El poeta Juan Ramón Jiménez se gozaba en ser incómodo cual pariente pobre que se aparece cuando los demás leen un testamento. Quizá por esto se diga que asustan los aparecidos, aunque los aparecidos rara vez son nuestros primos terceros. Los testamentos son el método infalible que logra que, al fin, toda la familia se dedique a la lectura. La lectura de testamentos es la otra forma inventada para que salgamos defraudados sin votar en elecciones.
Hablando de espectros, los auténticos aparecidos vienen con la casa, como se ha practicado durante largo tiempo y con mucho éxito de sustos en los castillos de Northumbria, país cuyo domicilio ignoramos, pero que suena a niebla, arrastres de cadenas y a Harry Potter. Un castillo sin fantasmas es tan insólito como una segunda vuelta sin elecciones.
Por supuesto, hay categorías: un castillo con vizconde penador siempre es más caro que un condominio suburbano con fantasma de mayordomo asesino a quien se le ha quedado la inercia de aparecerse a la hora del té.
Volviendo a Juan Ramón Jiménez, él se había fabricado una peculiar ortografía, que suprimía la x; y escribía ‘esquisito’, palabra que, en él, era también una autobiografía. En su libro Política poética, J. R. J. puso: “Escribo así porque soy muy testarudo, porque me divierte ir contra la Academia y para que los críticos se molesten conmigo” (p. 389).
Lo que Juan Ramón no nos aclaró es de dónde vino la palabra ‘testarudo’, que ha dado origen a tercas discusiones.

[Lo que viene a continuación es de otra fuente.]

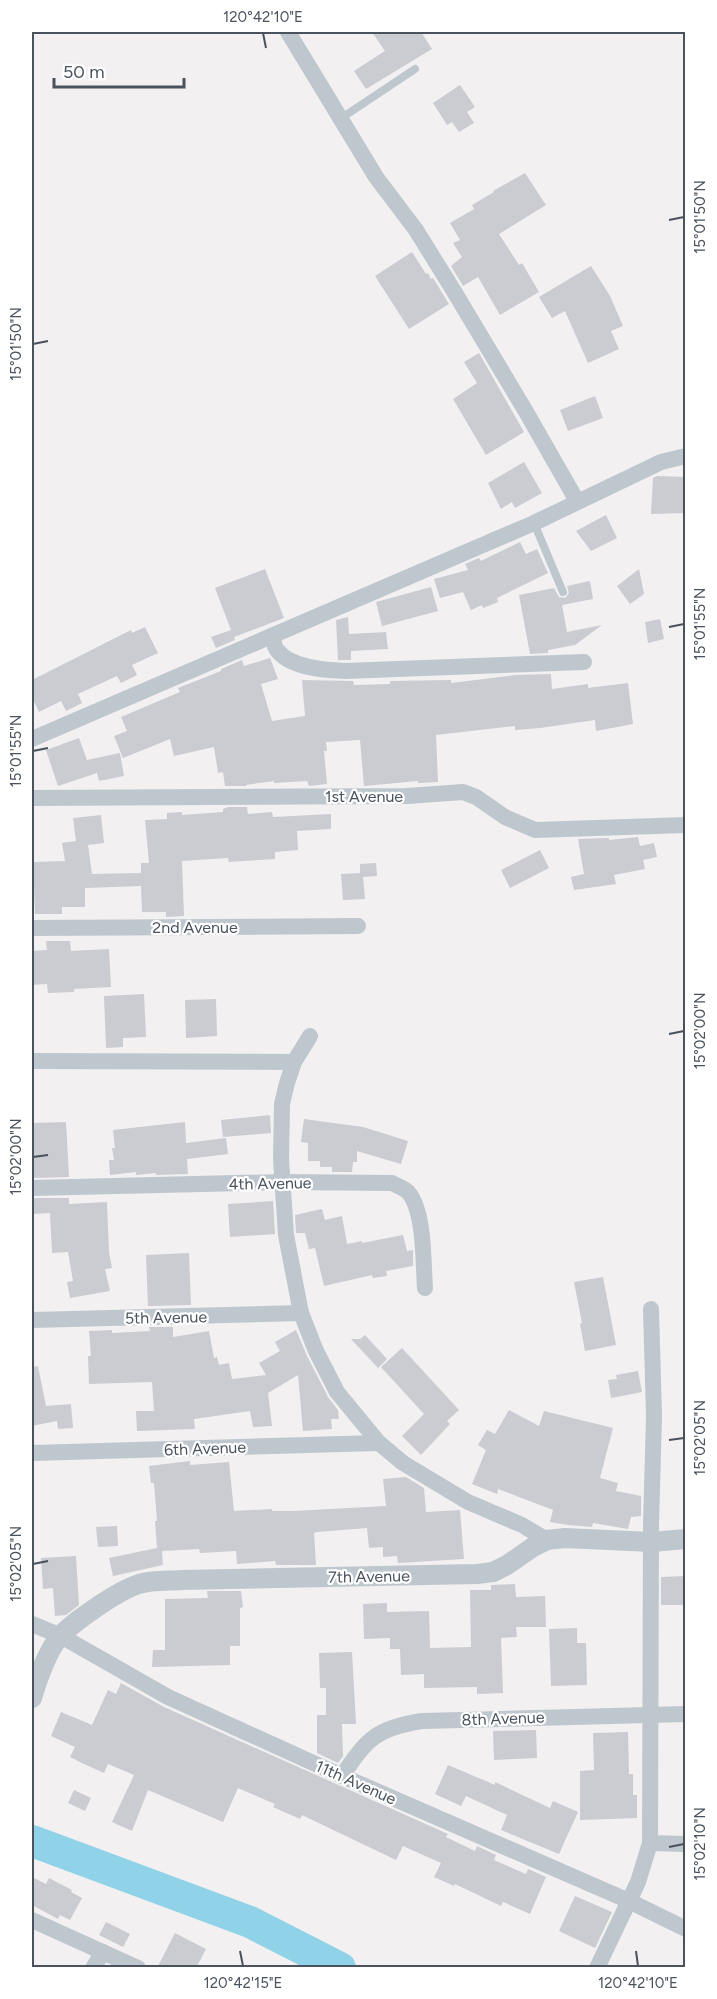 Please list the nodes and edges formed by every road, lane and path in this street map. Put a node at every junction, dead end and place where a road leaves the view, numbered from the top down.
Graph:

Para el etimólogo español Joan Corominas, derivó de ‘testa’ más el inocente sufijo ‘-udo’ (= ‘tozudo’, ‘ventrudo’, etc.); empero, para el etimólogo mexicano Guido Gómez de Silva, surgió de ‘testa (cabeza) ruda’.
Lo más feliz e indocumentado es suponer que ‘testarudo’ es un cambio de letras (metátesis) en ‘testaduro’ (cabeza dura). Si no lo aceptan bien las etimologías, podríamos probar con la biología.
Hace 2,5 millones de años, algunos ancestros del Homo sapiens sufrieron un accidente en la cabeza; nada grave: solo el debilitamiento de un músculo que, como un casco, rodeaba el cráneo y bajaba para levantar la mandíbula. Este cambio se debió a una mutación del gen MYH16.
Así lo cuenta el filósofo Claudio Gutiérrez Carranza en su libro El humanismo replanteado (p. 184), el Novum organum de la filosofía costarricense. Así nos lo explica también el filósofo español Jesús Mosterín en su libro La naturaleza humana: “Es posible que una tal mutación desempeñase un papel decisivo en el origen del género humano” (p. 129).
La debilidad de aquel músculo permitió que se levantase el hueso de la frente (inclinado en los primates) y que creciera el lóbulo frontal de cerebro, ausente en los primates. En aquel lóbulo reside nuestro pensamiento abstracto.
El testarudo Juan Ramón Jiménez († 1958) nunca conoció las ventajas que a veces nos da el no ser tan testaduros.